Un diente de león nunca sabe dónde terminarán sus semillas.

Nadie lo sabe. El viento decide. Una semilla cae a unos metros de donde nació; otra atraviesa ciudades, fronteras, mares. Algunas encuentran tierra fértil. Otras sobreviven suspendidas en el aire mucho más tiempo del que parecía posible.

Quizá por eso siempre he pensado que el símbolo de Teatro del Viento es también una manera de contar su historia.

Recuerdo haber escrito sobre el grupo por primera vez a propósito de Mala cosecha. Desde entonces he visto pasar obras, estrenos, actores, generaciones. He visto cómo algunas de esas semillas emprendían viaje hacia otros países, cómo otras permanecían aquí sosteniendo el escenario, y cómo algunas, como Ana, terminaron habitando otro territorio: el de la memoria.

Sin embargo, hay algo que nunca se dispersó.

Porque Teatro del Viento no ha sido solamente una compañía teatral.
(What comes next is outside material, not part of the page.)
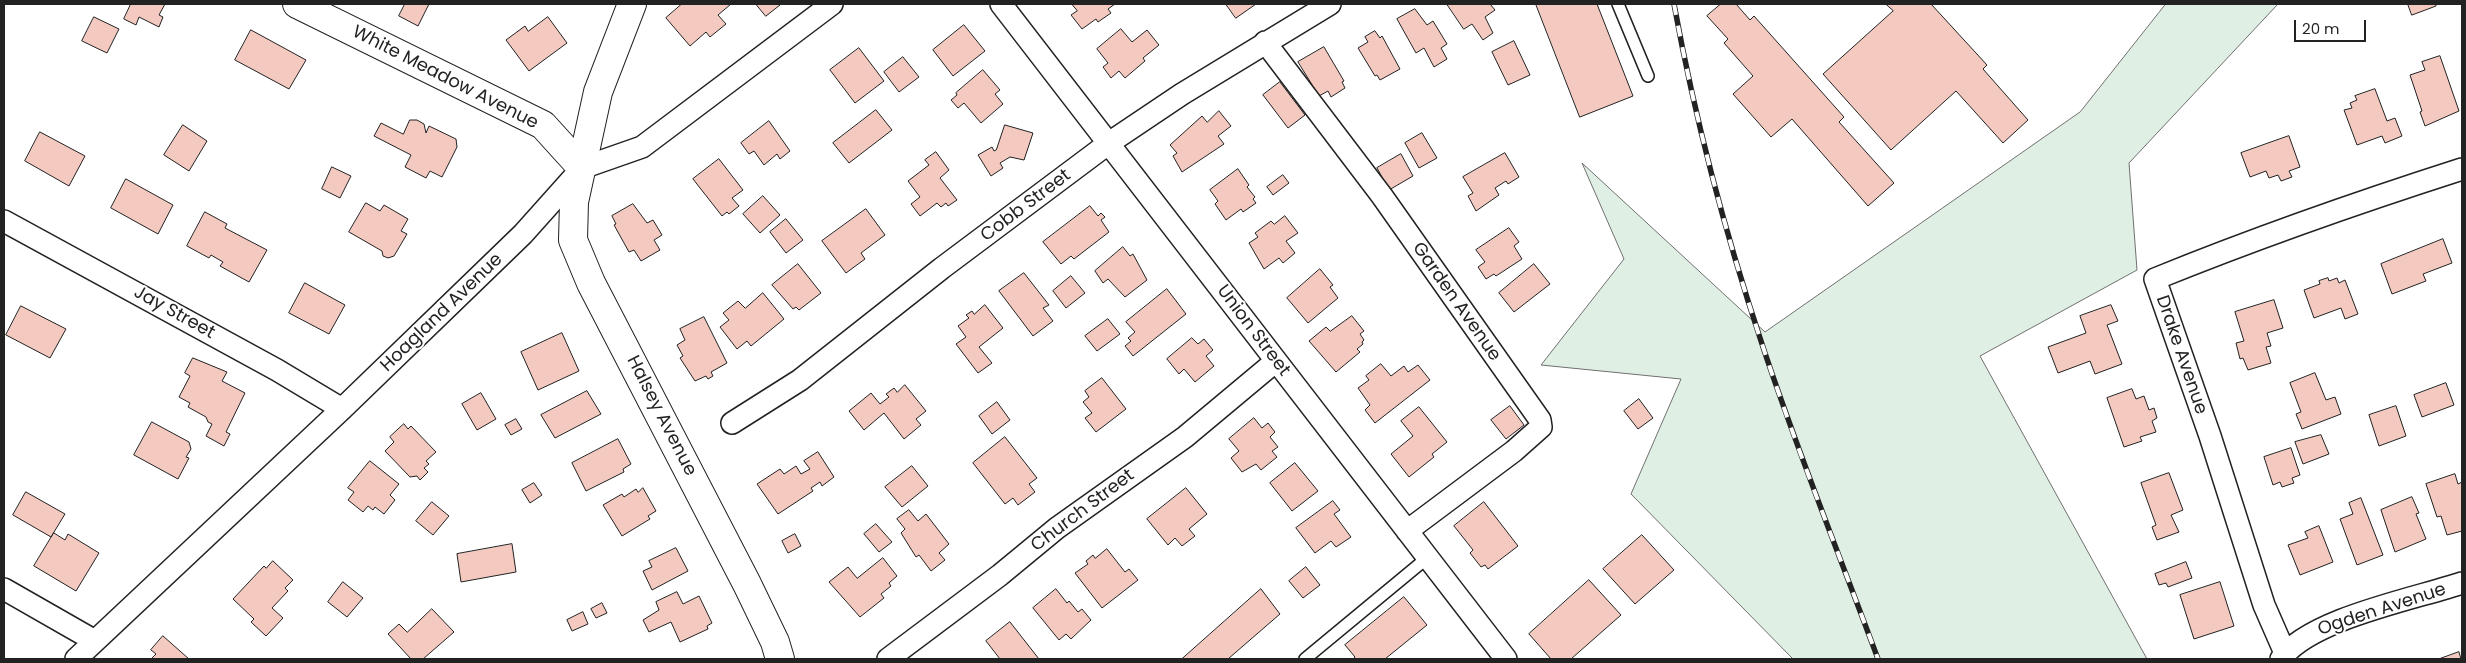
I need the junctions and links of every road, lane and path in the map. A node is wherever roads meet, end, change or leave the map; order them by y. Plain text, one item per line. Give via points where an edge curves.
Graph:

Ha sido una forma de estar juntos. Una manera de entender que el teatro puede existir incluso cuando faltan las certezas, incluso cuando los calendarios se interrumpen, incluso cuando los anuncios terminan convertidos en suspensiones.

Hay temporadas en que parece que el grupo desaparece de los escenarios. Pero basta mirar con atención para descubrir que sigue allí, reorganizándose, formando actores, imaginando la próxima obra, defendiendo la necesidad del arte contra toda lógica práctica. Mientras Freddys Núñez Estenoz siga empujando esa piedra montaña arriba, una sabe que existe Teatro del Viento.
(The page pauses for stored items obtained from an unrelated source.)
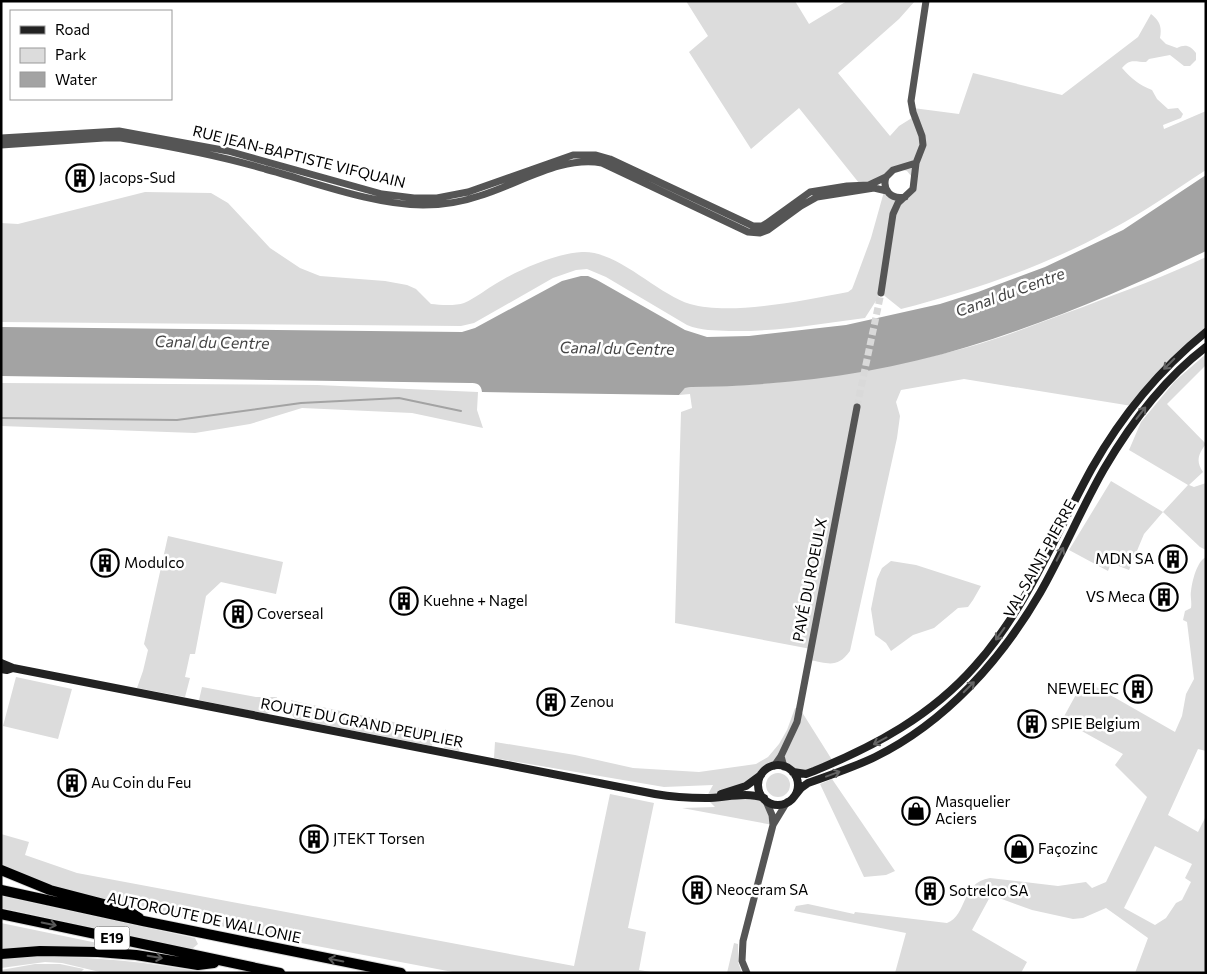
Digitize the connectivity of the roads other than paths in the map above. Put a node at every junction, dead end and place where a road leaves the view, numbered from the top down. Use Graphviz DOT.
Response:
graph roads {
  1 [pos="926,1"];
  2 [pos="1,138"];
  3 [pos="1,145"];
  4 [pos="916,163"];
  5 [pos="899,169"];
  6 [pos="886,177"];
  7 [pos="914,182"];
  8 [pos="888,193"];
  9 [pos="905,197"];
  10 [pos="893,214"];
  11 [pos="880,293"];
  12 [pos="1206,332"];
  13 [pos="1206,347"];
  14 [pos="857,406"];
  15 [pos="1,666"];
  16 [pos="781,756"];
  17 [pos="774,766"];
  18 [pos="784,766"];
  19 [pos="793,772"];
  20 [pos="761,774"];
  21 [pos="706,798"];
  22 [pos="765,800"];
  23 [pos="790,800"];
  24 [pos="773,825"];
  25 [pos="1,870"];
  26 [pos="1,890"];
  27 [pos="1,914"];
  28 [pos="142,921"];
  29 [pos="1,954"];
  30 [pos="223,962"];
  31 [pos="280,973"];
  32 [pos="401,973"];
  33 [pos="747,973"];
  1 -- 4 [label="street"];
  2 -- 6 [label="street, RUE JEAN-BAPTISTE VIFQUAIN"];
  3 -- 8 [label="street, RUE JEAN-BAPTISTE VIFQUAIN"];
  4 -- 5 [label="street"];
  4 -- 7 [label="street"];
  5 -- 6 [label="street"];
  5 -- 7 [label="street"];
  6 -- 8 [label="street"];
  7 -- 9 [label="street"];
  8 -- 9 [label="street"];
  8 -- 10 [label="street"];
  9 -- 10 [label="street"];
  10 -- 11 [label="street"];
  12 -- 19 [label="main road, VAL SAINT-PIERRE, one-way"];
  23 -- 13 [label="main road, VAL SAINT-PIERRE, one-way"];
  14 -- 16 [label="street, PAVÉ DU ROEULX"];
  15 -- 21 [label="main road, ROUTE DU GRAND PEUPLIER"];
  16 -- 17 [label="street, PAVÉ DU ROEULX"];
  16 -- 18 [label="street"];
  17 -- 18 [label="main road"];
  17 -- 20 [label="main road"];
  18 -- 19 [label="main road"];
  19 -- 23 [label="main road"];
  20 -- 21 [label="main road, ROUTE DU GRAND PEUPLIER"];
  20 -- 22 [label="main road"];
  21 -- 22 [label="main road, ROUTE DU GRAND PEUPLIER"];
  22 -- 23 [label="main road"];
  22 -- 24 [label="street"];
  23 -- 24 [label="street"];
  24 -- 33 [label="street"];
  25 -- 28 [label="highway"];
  26 -- 28 [label="highway, AUTOROUTE DE WALLONIE / E19"];
  27 -- 30 [label="highway, E19, one-way"];
  32 -- 28 [label="highway, AUTOROUTE DE WALLONIE / E19, one-way"];
  29 -- 30 [label="highway, one-way"];
  30 -- 31 [label="highway, E19"];
}
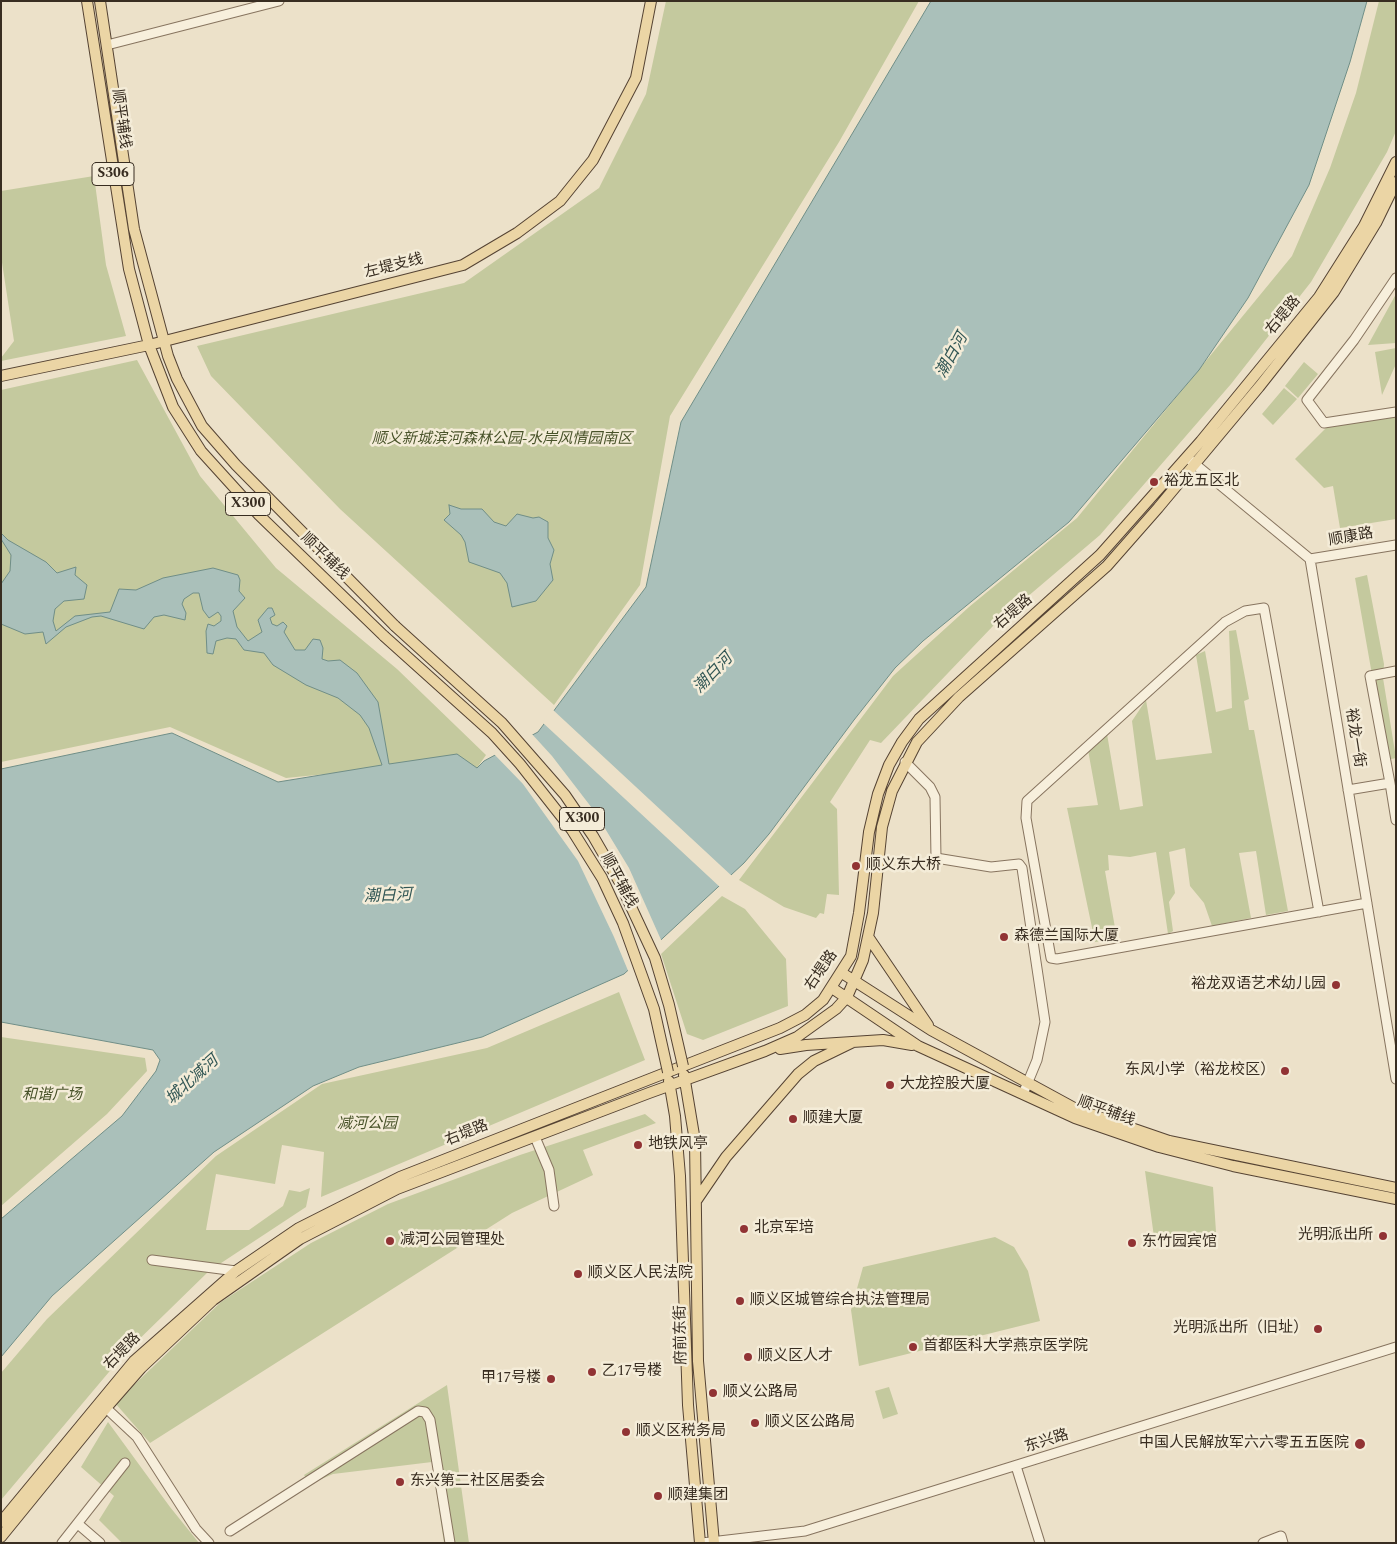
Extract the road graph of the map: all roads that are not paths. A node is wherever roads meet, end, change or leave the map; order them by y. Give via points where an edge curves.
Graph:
1 (87, 1) edge
2 (100, 1) edge
3 (280, 1) edge
4 (651, 1) edge
5 (107, 45) junction
6 (1396, 162) edge
7 (1396, 182) edge
8 (1396, 278) edge
9 (163, 341) junction
10 (149, 345) junction
11 (1, 376) edge
12 (1396, 412) edge
13 (1190, 461) junction
14 (1396, 545) edge
15 (1310, 559) junction
16 (1396, 671) edge
17 (905, 762) junction
18 (1390, 783) junction
19 (1348, 790) junction
20 (1396, 820) edge
21 (1367, 903) junction
22 (1319, 912) junction
23 (869, 938) junction
24 (842, 973) junction
25 (856, 980) junction
26 (832, 988) junction
27 (847, 997) junction
28 (1396, 1008) edge
29 (1385, 1011) junction
30 (931, 1030) junction
31 (853, 1042) junction
32 (918, 1046) junction
33 (765, 1052) junction
34 (682, 1066) junction
35 (668, 1072) junction
36 (1396, 1079) edge
37 (685, 1081) junction
38 (1027, 1084) junction
39 (670, 1086) junction
40 (1023, 1094) junction
41 (535, 1137) junction
42 (1396, 1188) edge
43 (1396, 1198) edge
44 (696, 1202) junction
45 (554, 1206) dead end
46 (152, 1260) dead end
47 (236, 1271) junction
48 (1396, 1346) edge
49 (106, 1408) junction
50 (125, 1463) dead end
51 (1016, 1466) junction
52 (1, 1522) edge
53 (78, 1524) junction
54 (230, 1531) dead end
55 (1, 1537) edge
56 (714, 1542) edge
57 (62, 1543) edge
58 (100, 1543) edge
59 (209, 1543) edge
60 (450, 1543) edge
61 (701, 1543) edge
62 (1040, 1543) edge
63 (1263, 1543) edge
64 (1283, 1543) edge

1 - 10 main road, 顺平辅线 / S306 via 122,232
2 - 5 main road, 顺平辅线 / S306
3 - 5 street
4 - 9 main road, 左堤支线 via 636,78 593,160 560,201 518,233 463,265
5 - 9 main road, 顺平辅线 / S306 via 134,229
6 - 13 main road, 右堤路 via 1364,226 1319,297
7 - 13 main road, 右堤路 via 1376,223 1334,292 1259,387
8 - 12 street via 1354,340 1307,400 1324,423
9 - 10 main road, 左堤支线
9 - 34 main road, 顺平辅线 / X300, bridge via 177,379 202,426 242,472 395,626 502,723 565,795 619,881 655,958
10 - 11 main road, 左堤支线
10 - 35 main road, 顺平辅线 / X300, bridge via 173,407 200,451 259,516 384,636 492,733 572,830 602,878 623,923 654,1009
13 - 15 street
13 - 17 main road, 右堤路 via 1107,566 932,723
13 - 24 main road, 右堤路 via 1100,555 919,719 902,742 878,794 851,956
14 - 15 street, 顺康路
15 - 19 street, 裕龙一街
16 - 18 street via 1370,676
17 - 23 main road, 右堤路 via 892,791 882,827
17 - 38 street via 930,786 935,797 936,858 991,867 1019,864 1022,868 1045,1022 1037,1060
18 - 19 street
18 - 20 street
19 - 21 street, 裕龙一街
21 - 22 street
21 - 29 street, 裕龙一街
22 - 22 street via 1052,958 1026,818 1027,801 1225,622 1245,611 1264,608
23 - 25 main road, 右堤路
23 - 30 main road
24 - 25 main road, 顺平辅线
24 - 26 main road, 右堤路
25 - 27 main road, 右堤路
25 - 30 main road, 顺平辅线
26 - 27 main road, 顺平辅线
26 - 34 main road, 右堤路 via 805,1015
27 - 32 main road, 顺平辅线
27 - 33 main road, 右堤路 via 816,1025
28 - 29 street
29 - 36 street, 裕龙一街
30 - 38 main road, 顺平辅线
31 - 32 main road via 883,1040
31 - 33 main road via 806,1044
31 - 44 main road via 814,1061 798,1074 726,1157
32 - 40 main road, 顺平辅线
33 - 37 main road, 右堤路
34 - 35 main road, 右堤路
34 - 37 main road, 府前东街
35 - 39 main road, 府前东街
35 - 47 main road, 右堤路 via 400,1177 299,1228
37 - 39 main road, 右堤路
37 - 44 main road, 府前东街 via 695,1141
38 - 40 street
38 - 42 main road, 顺平辅线 via 1076,1109 1169,1141
39 - 41 main road, 右堤路
39 - 61 main road, 府前东街 via 680,1176 688,1405
40 - 43 main road, 顺平辅线 via 1075,1118 1159,1147 1233,1166
41 - 45 street via 549,1170
41 - 49 main road, 右堤路 via 397,1189 300,1240 213,1300 147,1362
44 - 56 main road, 府前东街 via 698,1370
46 - 47 street
47 - 52 main road, 右堤路 via 129,1367
48 - 51 street, 东兴路
49 - 55 main road, 右堤路
49 - 59 street via 137,1436
50 - 53 street
51 - 56 street, 东兴路 via 805,1531
51 - 62 street
53 - 57 street
53 - 58 street
54 - 60 street via 418,1411 425,1412 430,1420
56 - 61 street, 东兴路
63 - 64 street via 1281,1536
Aunque cambien los rostros.

Aunque algunos estén lejos.

Aunque otros ya no puedan volver.

"Somos el viento y estamos en todas partes".
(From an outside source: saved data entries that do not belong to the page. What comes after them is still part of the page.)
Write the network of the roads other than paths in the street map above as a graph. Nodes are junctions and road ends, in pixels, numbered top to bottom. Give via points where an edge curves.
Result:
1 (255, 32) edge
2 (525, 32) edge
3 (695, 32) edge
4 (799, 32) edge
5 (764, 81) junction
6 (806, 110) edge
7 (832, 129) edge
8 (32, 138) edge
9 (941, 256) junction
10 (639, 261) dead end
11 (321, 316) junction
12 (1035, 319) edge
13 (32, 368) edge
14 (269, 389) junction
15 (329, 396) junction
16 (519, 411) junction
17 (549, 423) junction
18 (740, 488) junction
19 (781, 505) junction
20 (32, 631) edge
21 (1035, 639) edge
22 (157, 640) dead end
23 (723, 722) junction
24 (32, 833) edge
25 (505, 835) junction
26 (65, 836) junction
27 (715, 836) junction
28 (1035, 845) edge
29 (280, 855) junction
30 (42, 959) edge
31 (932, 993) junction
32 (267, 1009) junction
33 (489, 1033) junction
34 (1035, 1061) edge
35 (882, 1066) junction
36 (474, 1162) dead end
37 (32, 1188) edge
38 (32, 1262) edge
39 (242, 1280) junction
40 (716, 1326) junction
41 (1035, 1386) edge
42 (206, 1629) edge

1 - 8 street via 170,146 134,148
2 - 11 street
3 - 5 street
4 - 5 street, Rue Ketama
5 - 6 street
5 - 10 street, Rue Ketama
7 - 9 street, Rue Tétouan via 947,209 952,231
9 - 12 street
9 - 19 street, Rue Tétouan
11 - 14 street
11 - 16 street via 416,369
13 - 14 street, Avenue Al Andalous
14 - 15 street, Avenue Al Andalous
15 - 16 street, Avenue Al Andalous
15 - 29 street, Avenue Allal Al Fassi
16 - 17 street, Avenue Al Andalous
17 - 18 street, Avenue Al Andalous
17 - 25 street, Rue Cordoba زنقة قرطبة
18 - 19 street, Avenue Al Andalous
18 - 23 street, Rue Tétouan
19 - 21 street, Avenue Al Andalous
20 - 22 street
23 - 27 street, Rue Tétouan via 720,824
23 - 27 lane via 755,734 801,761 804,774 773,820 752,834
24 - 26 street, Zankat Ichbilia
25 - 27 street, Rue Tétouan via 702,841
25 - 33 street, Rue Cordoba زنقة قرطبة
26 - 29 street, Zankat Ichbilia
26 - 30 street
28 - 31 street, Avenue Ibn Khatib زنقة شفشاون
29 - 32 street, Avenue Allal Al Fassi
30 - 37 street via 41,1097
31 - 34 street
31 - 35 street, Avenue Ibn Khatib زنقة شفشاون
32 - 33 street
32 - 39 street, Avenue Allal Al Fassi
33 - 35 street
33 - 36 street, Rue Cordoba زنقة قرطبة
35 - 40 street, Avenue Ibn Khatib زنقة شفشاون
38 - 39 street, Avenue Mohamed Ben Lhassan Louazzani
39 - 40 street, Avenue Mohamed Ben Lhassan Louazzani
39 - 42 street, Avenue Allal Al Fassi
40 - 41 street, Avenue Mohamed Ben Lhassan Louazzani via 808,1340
A los 27 años de fundado el grupo, la frase suena menos a eslogan que a constatación. Están en Camagüey, sí, pero también en todos los lugares adonde llegaron sus actores, sus espectadores y sus afectos. Están en quienes los recuerdan. Están en quienes los esperan.

Como las semillas del diente de león, hace tiempo que dejaron de pertenecer a un solo sitio.